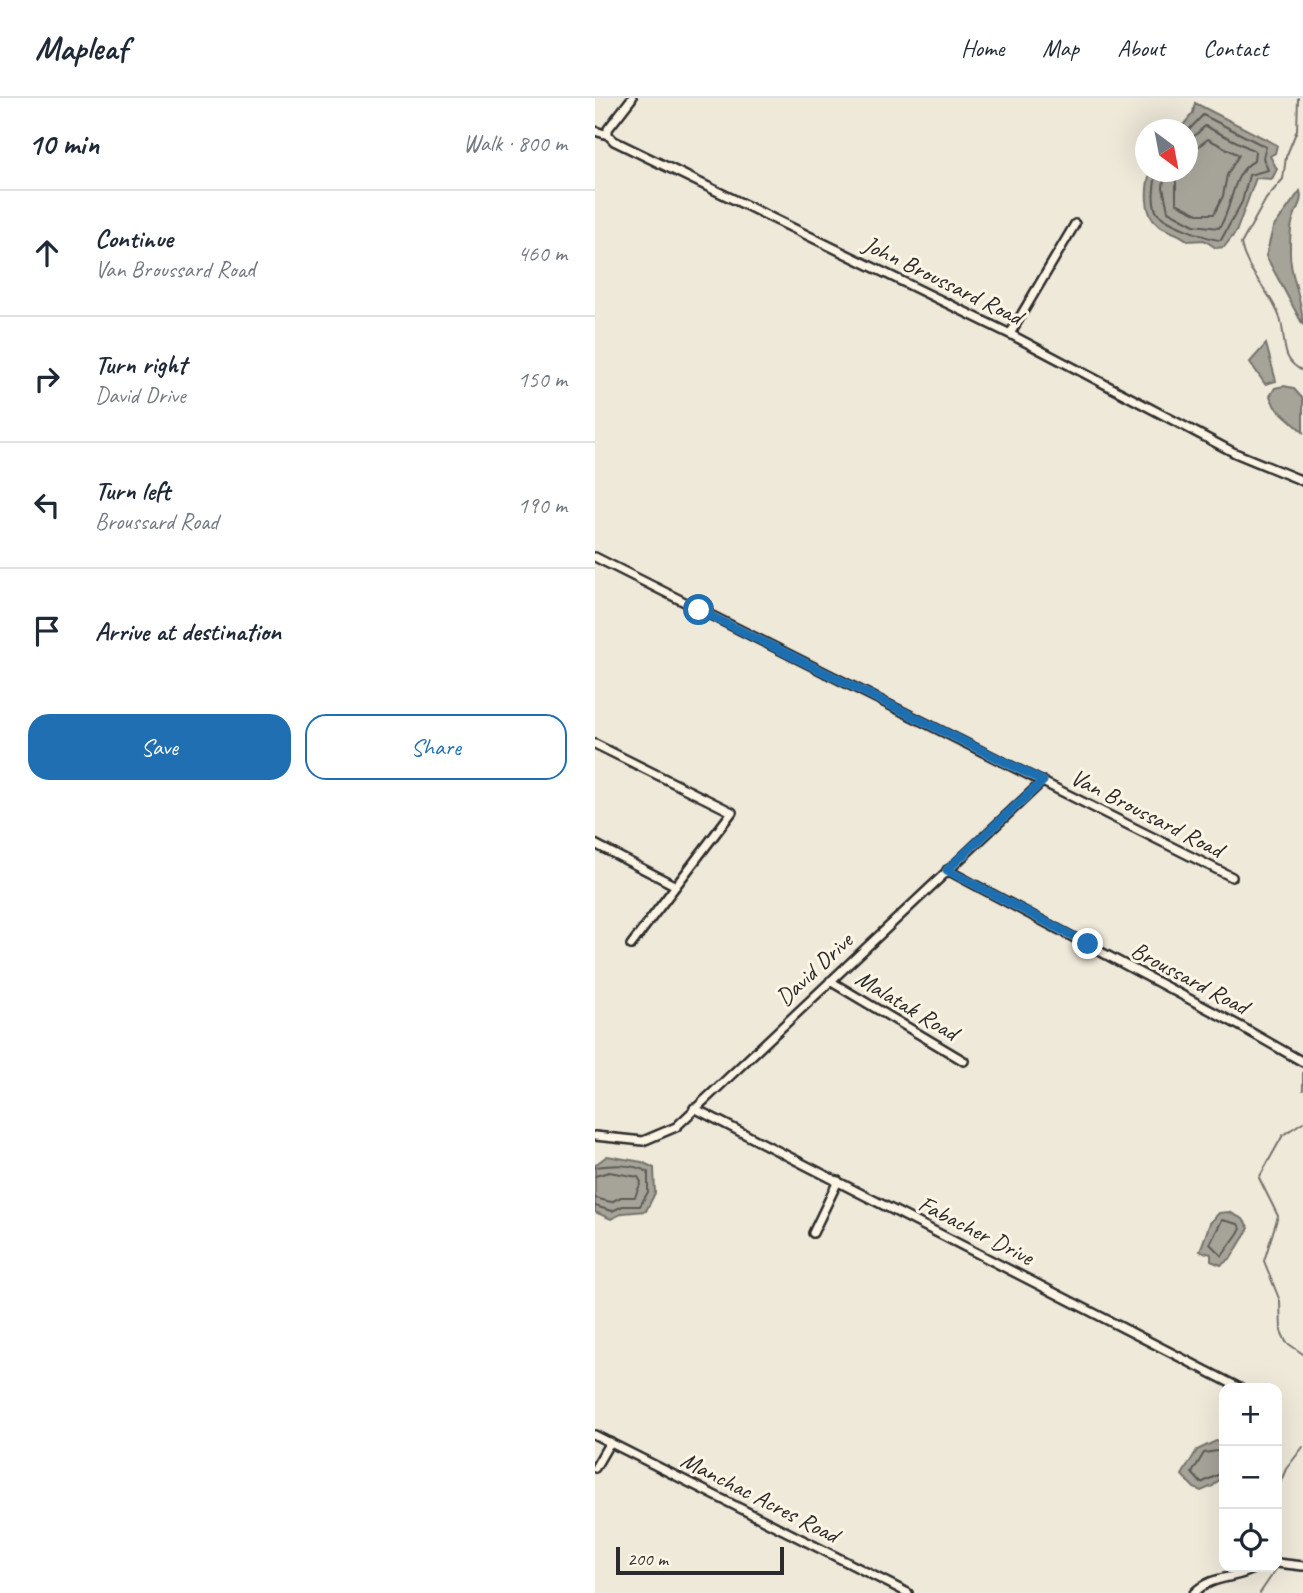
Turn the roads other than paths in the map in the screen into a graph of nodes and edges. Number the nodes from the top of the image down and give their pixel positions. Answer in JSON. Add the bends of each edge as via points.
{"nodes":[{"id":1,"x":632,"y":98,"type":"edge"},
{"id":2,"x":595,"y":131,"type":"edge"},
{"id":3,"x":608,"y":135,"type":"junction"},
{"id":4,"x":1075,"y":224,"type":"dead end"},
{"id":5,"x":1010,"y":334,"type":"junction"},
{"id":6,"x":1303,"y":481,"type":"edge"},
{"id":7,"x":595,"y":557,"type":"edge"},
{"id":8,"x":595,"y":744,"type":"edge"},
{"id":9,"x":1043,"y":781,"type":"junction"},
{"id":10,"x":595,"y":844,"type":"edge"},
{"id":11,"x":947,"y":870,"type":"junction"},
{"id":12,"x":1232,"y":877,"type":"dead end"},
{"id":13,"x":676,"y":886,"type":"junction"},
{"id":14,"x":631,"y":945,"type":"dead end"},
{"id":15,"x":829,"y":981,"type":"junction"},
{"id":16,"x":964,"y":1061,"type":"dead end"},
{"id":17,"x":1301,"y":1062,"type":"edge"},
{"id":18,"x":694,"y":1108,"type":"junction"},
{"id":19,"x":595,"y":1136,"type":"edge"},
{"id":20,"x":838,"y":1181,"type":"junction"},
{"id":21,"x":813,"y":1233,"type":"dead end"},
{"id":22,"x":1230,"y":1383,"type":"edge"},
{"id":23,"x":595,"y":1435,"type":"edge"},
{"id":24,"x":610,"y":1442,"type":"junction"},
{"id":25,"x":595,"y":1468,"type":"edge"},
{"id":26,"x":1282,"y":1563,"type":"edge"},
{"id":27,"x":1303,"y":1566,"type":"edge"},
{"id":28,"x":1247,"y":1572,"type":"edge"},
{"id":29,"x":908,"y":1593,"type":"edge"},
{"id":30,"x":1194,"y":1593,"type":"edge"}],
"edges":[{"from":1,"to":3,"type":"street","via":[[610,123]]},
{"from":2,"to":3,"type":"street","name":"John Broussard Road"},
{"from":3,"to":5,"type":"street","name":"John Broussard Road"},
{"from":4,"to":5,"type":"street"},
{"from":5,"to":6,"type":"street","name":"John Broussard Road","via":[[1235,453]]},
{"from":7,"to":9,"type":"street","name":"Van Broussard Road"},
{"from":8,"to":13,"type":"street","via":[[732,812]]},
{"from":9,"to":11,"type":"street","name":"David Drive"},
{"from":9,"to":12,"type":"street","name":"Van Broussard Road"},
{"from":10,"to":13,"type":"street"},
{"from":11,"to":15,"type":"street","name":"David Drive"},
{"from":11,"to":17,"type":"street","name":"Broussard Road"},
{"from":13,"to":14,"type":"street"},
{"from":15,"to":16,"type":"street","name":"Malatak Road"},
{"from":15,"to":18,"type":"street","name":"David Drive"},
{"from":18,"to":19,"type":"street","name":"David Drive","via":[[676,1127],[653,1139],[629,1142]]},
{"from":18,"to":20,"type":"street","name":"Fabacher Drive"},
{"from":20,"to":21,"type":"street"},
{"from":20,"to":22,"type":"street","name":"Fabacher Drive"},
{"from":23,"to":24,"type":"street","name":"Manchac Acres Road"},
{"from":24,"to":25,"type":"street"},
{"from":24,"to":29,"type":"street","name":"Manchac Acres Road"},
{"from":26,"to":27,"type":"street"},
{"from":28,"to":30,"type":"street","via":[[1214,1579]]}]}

———

What needs to be done: Look over the listing and say how many lines hold the string "nodes". Nothing but the number is needed.

Answer to this problem: 2